Good use of the terrain. - Make it part of your shot. 

Vary the distance, do let me get into a rhythm

Challenge me to make a good and sometimes a great shot, Block half the target, Put it at a heavy angle

I could go on all day.


----------



## waltw (Jul 22, 2013)

fast800xx said:


> Our club and other surrounding clubs attendance numbers were down a good bit this year. We had a club meeting last night and the question of what would bring more shooters out to shoot again? Do you think having a marked yardage class would help? Offer some type of awards for top shooters in their classes? (if so in what form?)
> We are located in northwest Pa and a lot of the clubs rely on this money generated from the shoots to help support their clubs. We would like to hear what the shooters would like to see?


My club is down in Southeast PA (Pottstown Area) and we're struggling with attendance as well. I've been talking to guys from other clubs in this area and everyone is having trrouble with shooter turnout. We have tried a handful of things with mixed results. I'm not sure what the answer is but this was a pretty lean outdoor 3D season for us.

Here are a couple of things that we're taking a look at. Maybe reading through some of it will spark an idea for your club.

Typically, we put out Unlimited, Bowhunter, Traditional / Youth, and Cub shooting stakes. To try and appeal more to the competitive side of things, this year we switched over to IBO Colors and Distances. It was extra work that really didn't seem to make a difference with most people that we talked to.

In years past we used to set up a 3D course and make minimal changes throughout the season. We would swap out animals and move around stakes but that was about it. This year we basically put out a new 3D course every month - completely tearing down and setting up a brand new course. It was massive undertaking in terms of workload and as much as I personally liked the fresh course every month, opinions were mixed. Some shooters liked the variety and others responded with "Man, I really liked that one shot from last month and was disappointed that it went away this month." Next year I think that perhaps the thing to do would be to put up one course then overhaul it half way through the season (with minor changes throughout the season).

I think my club has a reputation for putting on a tough course. We have rugged terrain (lots of up and down rocky hillsides) that makes for great IBO Worlds practice (part of the reason we went with IBO distnaces and such) but I wonder if it is a turn off.
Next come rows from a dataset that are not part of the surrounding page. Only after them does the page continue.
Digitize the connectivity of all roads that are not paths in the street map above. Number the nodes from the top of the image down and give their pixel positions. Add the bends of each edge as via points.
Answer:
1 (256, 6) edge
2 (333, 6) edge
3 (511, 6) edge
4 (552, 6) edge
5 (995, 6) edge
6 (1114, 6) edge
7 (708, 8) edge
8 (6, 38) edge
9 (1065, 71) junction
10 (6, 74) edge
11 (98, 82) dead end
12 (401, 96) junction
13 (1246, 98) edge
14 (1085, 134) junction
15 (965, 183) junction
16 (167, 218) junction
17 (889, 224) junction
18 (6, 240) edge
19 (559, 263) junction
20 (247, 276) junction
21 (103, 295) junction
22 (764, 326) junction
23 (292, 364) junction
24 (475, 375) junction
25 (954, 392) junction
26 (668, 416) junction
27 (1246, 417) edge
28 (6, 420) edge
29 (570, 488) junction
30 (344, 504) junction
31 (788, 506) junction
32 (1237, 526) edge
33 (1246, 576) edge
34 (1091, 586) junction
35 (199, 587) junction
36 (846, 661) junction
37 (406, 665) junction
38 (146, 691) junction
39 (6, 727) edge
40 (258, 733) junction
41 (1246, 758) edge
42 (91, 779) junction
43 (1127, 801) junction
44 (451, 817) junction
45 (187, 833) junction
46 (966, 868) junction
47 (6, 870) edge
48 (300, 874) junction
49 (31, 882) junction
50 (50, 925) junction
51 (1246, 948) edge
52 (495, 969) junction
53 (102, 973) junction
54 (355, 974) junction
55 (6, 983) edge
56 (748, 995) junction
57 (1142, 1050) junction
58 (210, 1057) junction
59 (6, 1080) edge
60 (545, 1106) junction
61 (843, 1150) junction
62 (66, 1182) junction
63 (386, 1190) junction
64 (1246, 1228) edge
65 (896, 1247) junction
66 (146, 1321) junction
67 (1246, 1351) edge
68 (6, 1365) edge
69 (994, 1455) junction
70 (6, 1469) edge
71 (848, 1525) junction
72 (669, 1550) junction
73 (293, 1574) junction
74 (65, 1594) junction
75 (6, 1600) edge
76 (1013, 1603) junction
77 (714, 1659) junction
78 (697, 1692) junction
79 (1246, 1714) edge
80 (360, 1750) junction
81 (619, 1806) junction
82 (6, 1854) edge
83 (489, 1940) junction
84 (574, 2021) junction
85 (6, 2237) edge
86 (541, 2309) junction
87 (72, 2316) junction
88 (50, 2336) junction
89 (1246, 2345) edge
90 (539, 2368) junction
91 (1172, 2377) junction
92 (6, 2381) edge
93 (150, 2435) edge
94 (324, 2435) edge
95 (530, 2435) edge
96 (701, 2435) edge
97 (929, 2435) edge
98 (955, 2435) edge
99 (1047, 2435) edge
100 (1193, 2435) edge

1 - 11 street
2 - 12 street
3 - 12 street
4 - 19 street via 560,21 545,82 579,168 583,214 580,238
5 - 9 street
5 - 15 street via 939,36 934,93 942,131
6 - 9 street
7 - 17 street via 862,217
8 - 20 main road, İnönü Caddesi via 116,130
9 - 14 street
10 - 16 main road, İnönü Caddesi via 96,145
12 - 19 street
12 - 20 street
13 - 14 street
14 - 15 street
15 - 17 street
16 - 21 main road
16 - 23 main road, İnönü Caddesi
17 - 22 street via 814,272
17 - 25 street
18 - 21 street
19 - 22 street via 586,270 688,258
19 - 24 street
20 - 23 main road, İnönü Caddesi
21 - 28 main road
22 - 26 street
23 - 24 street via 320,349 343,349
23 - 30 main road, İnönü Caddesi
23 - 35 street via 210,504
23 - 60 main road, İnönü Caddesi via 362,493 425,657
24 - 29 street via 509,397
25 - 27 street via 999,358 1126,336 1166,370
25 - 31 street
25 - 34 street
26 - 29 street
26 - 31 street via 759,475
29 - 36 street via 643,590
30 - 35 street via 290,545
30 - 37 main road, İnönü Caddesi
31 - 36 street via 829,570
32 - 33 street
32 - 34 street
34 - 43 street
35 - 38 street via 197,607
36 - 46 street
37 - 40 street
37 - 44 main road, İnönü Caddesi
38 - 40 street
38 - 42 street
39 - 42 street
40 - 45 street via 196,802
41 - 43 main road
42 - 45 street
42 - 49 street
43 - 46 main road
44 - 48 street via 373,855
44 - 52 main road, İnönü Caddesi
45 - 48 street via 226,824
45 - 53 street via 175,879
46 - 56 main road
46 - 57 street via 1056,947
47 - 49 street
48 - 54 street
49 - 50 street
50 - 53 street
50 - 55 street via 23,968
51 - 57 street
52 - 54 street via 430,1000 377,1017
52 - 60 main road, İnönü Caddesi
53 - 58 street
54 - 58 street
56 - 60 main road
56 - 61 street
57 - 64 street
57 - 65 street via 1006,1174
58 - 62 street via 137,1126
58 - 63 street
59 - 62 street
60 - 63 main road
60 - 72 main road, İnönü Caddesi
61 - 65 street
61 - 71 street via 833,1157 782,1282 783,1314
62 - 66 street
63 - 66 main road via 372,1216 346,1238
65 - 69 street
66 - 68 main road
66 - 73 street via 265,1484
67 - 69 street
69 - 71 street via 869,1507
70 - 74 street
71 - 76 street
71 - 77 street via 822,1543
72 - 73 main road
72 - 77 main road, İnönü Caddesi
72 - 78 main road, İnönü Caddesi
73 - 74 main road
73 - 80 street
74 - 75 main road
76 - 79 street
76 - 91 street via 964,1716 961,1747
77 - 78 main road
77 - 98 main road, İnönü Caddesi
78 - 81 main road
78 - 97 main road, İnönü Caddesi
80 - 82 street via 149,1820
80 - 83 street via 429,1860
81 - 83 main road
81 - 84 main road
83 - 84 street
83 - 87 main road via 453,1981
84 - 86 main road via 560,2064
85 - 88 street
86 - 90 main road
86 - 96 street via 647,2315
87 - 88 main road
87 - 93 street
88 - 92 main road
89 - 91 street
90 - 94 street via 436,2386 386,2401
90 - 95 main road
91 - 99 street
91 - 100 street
We can't eliminate the terrain and I know that our shooters hate doubles but, I don't know that there is a whole lot we can do to make it easier walking without piling on the doubles or shortening the course.

To try and increase attendance from our club members, this year we introduced a discounted fee ($10 for Non-Members and $8 for Club Members). I'd have to take a closer look at the numbers but I don't think it made much difference. The members that normally came out to shoot still came out. The members that didn't usually attend still didn't come out.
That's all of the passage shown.